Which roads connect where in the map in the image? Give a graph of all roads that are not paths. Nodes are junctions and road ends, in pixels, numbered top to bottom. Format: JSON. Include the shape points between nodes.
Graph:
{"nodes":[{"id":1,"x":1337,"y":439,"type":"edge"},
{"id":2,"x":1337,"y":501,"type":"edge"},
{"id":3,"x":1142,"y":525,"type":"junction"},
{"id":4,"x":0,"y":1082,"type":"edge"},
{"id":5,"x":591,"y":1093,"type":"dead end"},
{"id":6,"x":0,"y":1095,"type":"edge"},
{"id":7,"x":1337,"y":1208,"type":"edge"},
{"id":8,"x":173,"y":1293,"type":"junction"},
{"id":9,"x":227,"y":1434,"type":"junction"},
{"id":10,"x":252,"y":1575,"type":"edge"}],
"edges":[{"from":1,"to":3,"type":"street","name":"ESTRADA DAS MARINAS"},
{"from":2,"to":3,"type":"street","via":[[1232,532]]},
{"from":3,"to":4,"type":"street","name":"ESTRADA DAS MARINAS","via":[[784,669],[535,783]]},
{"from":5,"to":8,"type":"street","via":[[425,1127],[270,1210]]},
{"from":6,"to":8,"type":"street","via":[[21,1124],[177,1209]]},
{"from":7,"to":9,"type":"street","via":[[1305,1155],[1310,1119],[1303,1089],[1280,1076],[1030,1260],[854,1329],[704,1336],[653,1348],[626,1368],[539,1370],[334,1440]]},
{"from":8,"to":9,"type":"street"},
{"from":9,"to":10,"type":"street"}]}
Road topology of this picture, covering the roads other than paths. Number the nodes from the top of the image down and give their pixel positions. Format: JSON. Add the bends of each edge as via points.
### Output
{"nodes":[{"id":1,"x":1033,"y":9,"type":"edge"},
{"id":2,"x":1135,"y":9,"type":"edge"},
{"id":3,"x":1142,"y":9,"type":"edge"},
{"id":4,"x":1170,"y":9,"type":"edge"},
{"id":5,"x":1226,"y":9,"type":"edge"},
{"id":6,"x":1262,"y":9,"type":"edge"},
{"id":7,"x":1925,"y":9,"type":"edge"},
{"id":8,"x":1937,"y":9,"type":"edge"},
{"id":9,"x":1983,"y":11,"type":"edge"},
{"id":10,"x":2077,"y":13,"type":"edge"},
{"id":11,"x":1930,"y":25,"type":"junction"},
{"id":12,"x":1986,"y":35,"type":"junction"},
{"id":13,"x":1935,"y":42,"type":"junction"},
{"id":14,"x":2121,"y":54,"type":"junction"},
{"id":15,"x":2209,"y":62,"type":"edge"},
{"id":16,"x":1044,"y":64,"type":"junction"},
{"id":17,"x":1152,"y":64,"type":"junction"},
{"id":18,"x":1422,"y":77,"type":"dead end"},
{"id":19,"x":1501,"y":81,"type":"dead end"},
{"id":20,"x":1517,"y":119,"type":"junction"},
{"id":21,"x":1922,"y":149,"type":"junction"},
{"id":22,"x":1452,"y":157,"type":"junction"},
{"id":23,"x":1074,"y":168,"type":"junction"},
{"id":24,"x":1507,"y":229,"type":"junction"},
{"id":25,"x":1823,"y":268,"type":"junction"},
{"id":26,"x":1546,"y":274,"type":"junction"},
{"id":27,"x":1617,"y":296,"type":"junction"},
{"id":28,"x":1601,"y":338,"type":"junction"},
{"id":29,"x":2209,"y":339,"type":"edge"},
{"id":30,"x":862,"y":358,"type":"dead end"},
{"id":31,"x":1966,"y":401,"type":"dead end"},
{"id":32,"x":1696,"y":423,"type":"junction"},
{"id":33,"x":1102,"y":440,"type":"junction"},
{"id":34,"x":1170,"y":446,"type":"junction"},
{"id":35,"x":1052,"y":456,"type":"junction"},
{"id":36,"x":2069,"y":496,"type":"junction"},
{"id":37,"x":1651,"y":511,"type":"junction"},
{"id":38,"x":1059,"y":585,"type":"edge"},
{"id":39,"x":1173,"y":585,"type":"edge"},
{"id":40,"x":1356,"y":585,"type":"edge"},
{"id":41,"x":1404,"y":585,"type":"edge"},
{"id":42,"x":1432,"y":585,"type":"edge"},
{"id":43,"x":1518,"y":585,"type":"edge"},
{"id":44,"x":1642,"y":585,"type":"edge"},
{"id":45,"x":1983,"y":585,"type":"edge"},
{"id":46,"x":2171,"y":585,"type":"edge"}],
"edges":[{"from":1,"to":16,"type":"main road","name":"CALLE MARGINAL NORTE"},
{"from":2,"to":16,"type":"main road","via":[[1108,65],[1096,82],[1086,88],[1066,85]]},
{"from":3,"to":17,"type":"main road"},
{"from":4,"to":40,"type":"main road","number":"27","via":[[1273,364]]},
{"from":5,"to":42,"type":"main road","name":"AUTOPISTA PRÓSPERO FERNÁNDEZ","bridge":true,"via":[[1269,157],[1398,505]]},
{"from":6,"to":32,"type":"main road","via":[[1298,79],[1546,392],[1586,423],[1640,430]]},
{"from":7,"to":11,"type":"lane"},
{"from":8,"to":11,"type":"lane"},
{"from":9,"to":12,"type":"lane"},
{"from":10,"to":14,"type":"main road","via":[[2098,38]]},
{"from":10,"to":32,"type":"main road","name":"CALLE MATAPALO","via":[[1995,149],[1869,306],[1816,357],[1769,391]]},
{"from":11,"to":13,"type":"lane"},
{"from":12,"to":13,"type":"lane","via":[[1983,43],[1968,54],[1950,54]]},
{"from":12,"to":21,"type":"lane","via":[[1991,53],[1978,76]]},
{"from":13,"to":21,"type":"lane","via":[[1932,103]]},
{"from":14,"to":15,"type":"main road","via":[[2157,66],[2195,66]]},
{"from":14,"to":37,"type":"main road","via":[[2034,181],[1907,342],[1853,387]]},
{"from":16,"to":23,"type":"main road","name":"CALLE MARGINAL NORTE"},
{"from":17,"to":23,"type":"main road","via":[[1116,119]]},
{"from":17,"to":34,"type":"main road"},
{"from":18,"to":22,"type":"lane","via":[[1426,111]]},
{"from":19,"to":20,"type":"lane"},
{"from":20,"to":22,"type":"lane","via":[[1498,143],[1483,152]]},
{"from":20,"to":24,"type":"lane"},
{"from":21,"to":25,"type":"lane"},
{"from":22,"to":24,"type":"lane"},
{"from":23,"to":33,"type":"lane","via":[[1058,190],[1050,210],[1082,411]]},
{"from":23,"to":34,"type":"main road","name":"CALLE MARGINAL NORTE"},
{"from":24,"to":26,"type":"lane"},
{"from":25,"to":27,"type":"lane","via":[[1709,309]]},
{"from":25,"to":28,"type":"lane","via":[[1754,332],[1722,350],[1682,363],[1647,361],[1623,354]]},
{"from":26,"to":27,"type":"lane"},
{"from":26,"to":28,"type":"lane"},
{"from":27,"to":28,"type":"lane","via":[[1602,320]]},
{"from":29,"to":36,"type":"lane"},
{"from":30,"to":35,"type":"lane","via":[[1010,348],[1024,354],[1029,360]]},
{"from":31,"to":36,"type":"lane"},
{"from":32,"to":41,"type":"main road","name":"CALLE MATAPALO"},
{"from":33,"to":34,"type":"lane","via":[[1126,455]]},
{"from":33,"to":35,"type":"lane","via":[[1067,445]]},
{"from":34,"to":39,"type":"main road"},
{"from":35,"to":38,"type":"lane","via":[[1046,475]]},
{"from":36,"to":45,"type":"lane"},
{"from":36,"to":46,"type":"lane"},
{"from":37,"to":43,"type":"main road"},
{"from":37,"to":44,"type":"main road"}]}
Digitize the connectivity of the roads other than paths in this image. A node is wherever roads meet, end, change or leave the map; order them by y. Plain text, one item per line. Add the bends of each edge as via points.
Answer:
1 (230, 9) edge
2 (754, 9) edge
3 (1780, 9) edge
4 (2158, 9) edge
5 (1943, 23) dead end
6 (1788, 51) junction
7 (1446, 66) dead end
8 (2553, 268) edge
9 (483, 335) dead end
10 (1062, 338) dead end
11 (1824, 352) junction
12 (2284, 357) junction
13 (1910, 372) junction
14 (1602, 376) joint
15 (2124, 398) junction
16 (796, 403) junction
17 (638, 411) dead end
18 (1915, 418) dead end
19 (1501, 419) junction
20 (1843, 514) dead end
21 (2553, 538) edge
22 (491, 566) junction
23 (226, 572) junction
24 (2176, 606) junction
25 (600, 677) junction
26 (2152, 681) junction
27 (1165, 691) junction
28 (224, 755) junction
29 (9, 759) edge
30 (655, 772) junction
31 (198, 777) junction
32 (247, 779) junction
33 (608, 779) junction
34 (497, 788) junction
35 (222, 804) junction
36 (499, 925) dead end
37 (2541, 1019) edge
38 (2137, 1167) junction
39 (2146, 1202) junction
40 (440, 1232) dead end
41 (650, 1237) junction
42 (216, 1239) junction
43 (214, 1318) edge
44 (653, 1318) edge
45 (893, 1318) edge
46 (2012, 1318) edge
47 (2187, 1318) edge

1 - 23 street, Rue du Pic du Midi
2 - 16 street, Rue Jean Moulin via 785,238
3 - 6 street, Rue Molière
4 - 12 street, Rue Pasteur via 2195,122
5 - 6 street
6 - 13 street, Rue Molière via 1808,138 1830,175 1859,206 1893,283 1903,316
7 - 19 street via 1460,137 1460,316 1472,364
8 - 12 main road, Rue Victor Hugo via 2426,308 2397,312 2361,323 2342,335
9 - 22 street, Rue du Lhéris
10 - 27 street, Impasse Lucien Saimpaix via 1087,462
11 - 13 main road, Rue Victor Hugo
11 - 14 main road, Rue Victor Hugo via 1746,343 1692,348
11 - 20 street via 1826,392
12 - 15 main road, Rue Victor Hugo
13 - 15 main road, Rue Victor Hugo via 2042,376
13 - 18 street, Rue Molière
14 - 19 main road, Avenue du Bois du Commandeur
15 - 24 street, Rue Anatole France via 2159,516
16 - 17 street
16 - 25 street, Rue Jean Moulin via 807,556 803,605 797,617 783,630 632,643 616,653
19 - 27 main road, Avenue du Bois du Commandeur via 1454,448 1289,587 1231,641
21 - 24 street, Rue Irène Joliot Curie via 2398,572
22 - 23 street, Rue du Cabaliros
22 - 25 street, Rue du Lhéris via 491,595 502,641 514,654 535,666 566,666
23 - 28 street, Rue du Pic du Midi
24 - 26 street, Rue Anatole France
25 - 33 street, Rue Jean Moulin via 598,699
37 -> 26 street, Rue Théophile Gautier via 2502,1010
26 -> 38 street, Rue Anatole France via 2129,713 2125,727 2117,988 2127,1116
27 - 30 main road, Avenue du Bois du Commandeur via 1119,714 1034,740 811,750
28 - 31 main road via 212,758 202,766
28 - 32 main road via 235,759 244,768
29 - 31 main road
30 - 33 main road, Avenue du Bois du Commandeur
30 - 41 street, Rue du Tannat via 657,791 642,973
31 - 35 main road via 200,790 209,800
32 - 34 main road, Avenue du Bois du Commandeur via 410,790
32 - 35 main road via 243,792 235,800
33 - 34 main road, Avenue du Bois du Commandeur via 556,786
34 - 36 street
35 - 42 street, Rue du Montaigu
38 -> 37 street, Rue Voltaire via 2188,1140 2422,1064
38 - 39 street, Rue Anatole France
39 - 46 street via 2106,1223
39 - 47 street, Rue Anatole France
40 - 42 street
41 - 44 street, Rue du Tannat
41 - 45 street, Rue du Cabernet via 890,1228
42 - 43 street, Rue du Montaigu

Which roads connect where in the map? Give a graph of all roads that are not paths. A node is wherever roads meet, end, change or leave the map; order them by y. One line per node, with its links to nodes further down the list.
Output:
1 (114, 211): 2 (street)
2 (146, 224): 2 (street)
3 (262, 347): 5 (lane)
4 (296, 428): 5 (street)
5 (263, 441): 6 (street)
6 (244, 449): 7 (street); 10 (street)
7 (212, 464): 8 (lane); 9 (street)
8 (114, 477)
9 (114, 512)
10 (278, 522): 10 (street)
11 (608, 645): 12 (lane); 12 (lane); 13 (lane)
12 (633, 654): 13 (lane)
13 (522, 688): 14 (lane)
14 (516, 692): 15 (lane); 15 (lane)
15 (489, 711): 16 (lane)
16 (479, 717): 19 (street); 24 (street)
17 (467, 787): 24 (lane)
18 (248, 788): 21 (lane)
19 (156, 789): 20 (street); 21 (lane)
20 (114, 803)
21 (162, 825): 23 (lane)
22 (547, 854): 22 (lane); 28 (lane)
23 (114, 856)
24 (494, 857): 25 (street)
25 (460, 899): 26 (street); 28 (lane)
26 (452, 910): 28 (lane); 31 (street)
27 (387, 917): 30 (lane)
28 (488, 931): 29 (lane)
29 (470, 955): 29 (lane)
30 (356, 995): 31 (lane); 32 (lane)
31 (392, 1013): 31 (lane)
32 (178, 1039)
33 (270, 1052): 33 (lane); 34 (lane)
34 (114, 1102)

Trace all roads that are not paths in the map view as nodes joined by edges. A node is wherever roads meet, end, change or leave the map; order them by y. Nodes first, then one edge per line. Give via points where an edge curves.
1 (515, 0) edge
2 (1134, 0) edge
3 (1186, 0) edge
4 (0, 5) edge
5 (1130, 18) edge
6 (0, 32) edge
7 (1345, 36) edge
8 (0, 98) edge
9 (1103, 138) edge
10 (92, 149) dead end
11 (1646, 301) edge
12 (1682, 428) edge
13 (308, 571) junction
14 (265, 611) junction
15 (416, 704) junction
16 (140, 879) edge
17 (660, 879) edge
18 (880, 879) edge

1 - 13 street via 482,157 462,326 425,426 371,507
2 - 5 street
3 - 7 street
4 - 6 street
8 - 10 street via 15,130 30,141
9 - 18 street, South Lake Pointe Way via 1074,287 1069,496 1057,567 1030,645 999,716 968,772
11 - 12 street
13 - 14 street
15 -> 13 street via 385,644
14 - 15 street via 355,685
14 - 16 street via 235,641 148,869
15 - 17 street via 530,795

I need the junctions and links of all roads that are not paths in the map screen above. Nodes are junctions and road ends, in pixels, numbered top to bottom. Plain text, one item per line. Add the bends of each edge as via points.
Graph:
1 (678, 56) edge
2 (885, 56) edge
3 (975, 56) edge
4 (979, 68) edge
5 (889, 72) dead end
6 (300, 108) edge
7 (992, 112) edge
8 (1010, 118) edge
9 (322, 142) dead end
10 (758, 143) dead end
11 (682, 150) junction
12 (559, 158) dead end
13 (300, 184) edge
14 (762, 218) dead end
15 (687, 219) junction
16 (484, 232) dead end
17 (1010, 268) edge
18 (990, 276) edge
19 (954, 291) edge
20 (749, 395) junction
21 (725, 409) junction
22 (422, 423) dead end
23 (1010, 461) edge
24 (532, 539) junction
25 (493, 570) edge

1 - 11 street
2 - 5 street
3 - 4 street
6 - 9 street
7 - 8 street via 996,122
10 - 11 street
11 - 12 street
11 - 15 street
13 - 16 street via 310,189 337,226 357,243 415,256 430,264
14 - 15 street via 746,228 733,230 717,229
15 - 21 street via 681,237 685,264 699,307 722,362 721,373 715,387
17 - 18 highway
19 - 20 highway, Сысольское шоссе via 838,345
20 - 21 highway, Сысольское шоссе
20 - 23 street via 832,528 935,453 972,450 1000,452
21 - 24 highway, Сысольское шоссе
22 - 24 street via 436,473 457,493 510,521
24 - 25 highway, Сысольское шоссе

========

- [Task goal] Where a line in the records above contains "Jean", include it in the count, and give only that number.

- [Written reply] 3